Show every line of the data that contains the string "Write".

• [SOURCE INFORMATION]
_ _ _

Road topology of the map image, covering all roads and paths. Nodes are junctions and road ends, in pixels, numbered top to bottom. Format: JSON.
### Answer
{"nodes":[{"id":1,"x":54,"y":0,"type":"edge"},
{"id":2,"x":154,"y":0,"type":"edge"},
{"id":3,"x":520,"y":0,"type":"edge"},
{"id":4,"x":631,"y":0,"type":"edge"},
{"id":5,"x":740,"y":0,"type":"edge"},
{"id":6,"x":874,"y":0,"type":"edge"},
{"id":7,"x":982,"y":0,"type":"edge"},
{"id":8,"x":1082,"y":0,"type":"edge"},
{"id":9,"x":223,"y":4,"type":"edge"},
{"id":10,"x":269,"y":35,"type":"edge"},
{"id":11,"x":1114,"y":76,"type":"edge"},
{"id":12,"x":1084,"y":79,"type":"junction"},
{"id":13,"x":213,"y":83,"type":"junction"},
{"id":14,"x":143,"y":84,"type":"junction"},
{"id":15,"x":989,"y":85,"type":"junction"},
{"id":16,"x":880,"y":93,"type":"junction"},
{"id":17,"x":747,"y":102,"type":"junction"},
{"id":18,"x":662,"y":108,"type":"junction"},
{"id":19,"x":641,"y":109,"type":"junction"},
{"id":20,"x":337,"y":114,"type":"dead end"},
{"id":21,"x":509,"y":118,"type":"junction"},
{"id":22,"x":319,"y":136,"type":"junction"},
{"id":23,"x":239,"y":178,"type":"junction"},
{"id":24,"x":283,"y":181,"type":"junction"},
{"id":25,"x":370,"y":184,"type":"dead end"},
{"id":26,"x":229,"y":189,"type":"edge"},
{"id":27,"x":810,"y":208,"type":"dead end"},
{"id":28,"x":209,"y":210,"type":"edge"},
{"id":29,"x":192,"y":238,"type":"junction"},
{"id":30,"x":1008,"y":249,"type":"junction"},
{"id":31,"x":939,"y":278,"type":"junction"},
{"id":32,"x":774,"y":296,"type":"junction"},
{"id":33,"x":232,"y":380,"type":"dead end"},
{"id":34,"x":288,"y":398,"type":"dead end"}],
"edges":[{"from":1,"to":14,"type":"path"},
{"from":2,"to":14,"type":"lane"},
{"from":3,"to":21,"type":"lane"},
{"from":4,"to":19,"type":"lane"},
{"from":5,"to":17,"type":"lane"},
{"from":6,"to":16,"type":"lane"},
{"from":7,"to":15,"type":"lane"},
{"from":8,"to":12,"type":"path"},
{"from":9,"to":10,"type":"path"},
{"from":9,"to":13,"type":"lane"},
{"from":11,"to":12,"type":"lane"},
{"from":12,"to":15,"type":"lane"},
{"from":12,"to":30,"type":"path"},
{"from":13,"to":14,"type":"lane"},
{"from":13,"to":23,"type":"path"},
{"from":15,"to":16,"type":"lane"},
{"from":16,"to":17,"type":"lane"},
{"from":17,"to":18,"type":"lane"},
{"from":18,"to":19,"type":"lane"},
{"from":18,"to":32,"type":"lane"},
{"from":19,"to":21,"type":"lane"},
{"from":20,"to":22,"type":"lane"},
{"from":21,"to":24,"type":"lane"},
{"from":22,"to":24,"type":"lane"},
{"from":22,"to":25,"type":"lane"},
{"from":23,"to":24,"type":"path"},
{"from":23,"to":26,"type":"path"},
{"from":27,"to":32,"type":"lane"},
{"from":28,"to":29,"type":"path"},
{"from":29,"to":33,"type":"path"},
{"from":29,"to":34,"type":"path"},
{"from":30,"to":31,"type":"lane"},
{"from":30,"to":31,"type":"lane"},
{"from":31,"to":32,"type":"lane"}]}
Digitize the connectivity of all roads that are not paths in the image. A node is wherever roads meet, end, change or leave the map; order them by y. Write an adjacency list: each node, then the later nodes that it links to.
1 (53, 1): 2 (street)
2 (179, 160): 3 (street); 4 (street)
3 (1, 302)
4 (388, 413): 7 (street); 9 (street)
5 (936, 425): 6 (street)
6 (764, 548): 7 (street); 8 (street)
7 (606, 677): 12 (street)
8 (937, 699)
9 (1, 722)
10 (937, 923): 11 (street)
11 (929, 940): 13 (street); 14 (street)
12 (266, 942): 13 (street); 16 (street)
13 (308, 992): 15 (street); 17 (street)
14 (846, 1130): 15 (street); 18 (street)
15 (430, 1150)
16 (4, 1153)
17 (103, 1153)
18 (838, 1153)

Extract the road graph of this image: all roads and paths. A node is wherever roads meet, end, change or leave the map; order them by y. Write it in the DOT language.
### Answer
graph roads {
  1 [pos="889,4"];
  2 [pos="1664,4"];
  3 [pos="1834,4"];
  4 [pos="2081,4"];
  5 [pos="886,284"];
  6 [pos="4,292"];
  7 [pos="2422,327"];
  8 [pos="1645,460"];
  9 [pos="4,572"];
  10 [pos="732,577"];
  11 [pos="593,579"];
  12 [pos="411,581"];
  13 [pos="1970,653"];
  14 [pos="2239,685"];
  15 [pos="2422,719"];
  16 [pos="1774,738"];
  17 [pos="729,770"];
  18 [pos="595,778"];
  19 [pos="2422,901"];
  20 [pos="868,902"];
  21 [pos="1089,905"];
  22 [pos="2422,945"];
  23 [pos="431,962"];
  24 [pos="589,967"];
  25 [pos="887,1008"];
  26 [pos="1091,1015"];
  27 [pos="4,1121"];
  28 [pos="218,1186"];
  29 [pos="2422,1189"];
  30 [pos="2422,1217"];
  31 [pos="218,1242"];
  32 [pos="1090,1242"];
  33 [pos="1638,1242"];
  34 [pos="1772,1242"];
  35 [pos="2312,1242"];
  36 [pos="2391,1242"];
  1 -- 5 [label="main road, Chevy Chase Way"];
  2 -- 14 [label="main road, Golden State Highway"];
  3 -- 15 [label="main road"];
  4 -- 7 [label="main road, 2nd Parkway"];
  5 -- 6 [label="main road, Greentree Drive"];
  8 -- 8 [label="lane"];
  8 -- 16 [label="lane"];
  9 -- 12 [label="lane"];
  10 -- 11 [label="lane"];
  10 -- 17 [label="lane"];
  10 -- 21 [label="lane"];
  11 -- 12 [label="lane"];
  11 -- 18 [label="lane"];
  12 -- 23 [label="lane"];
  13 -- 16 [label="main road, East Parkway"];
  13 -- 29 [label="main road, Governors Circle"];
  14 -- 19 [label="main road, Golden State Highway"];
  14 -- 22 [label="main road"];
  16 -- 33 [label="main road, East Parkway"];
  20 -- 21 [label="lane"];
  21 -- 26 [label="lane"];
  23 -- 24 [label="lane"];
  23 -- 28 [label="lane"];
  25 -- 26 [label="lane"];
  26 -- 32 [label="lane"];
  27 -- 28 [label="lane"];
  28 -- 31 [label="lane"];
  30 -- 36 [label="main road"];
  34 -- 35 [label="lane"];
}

_ _ _

• [SOLVED PROBLEM]
Digitize the connectivity of all roads that are not paths in the image. A node is wherever roads meet, end, change or leave the map; order them by y. Write an adjacency list: each node, then the later nodes that it links to.
Extract the road graph of this image: all roads and paths. A node is wherever roads meet, end, change or leave the map; order them by y. Write it in the DOT language.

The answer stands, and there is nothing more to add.